Segment Start: Source material

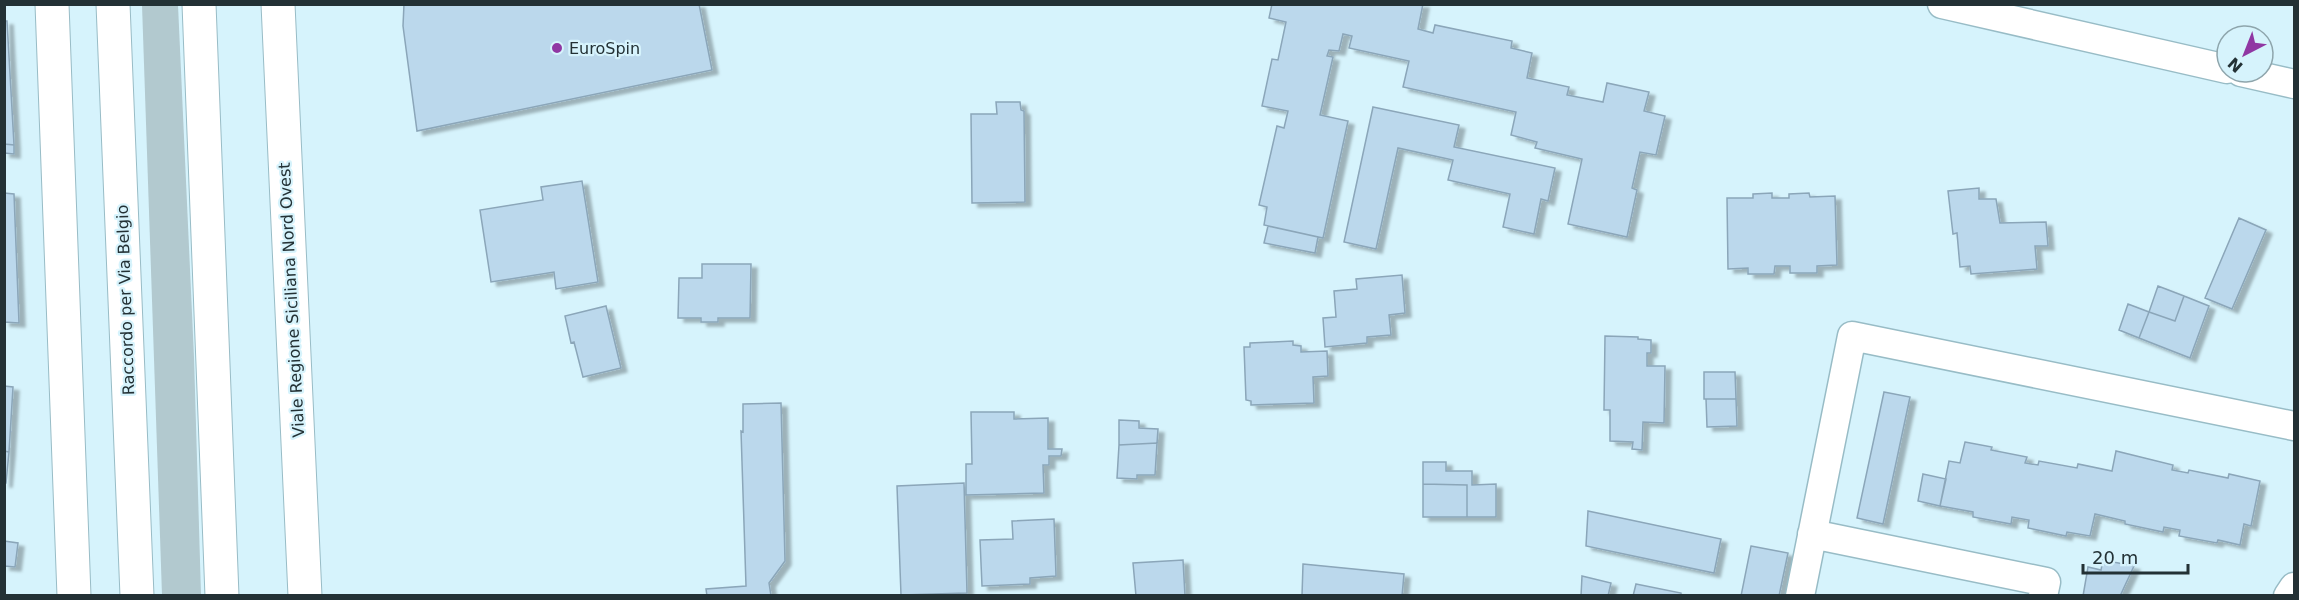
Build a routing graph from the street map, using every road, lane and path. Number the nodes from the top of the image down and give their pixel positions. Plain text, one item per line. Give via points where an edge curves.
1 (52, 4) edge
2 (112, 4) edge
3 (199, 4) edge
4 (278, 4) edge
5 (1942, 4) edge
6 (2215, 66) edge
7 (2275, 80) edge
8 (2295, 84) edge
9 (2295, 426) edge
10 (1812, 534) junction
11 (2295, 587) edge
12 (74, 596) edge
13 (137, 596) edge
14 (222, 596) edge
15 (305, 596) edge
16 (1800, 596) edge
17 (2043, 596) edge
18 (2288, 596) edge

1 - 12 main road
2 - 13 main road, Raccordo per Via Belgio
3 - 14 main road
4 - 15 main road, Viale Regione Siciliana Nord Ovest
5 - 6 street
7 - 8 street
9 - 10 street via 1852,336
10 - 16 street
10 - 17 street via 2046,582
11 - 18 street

Segment End: Source material

## Assigned task
As you output the material, omit the pictures but alter nothing else.

## Answer space
Build a routing graph from the street map, using every road, lane and path. Number the nodes from the top of the image down and give their pixel positions. Plain text, one item per line. Give via points where an edge curves.
1 (52, 4) edge
2 (112, 4) edge
3 (199, 4) edge
4 (278, 4) edge
5 (1942, 4) edge
6 (2215, 66) edge
7 (2275, 80) edge
8 (2295, 84) edge
9 (2295, 426) edge
10 (1812, 534) junction
11 (2295, 587) edge
12 (74, 596) edge
13 (137, 596) edge
14 (222, 596) edge
15 (305, 596) edge
16 (1800, 596) edge
17 (2043, 596) edge
18 (2288, 596) edge

1 - 12 main road
2 - 13 main road, Raccordo per Via Belgio
3 - 14 main road
4 - 15 main road, Viale Regione Siciliana Nord Ovest
5 - 6 street
7 - 8 street
9 - 10 street via 1852,336
10 - 16 street
10 - 17 street via 2046,582
11 - 18 street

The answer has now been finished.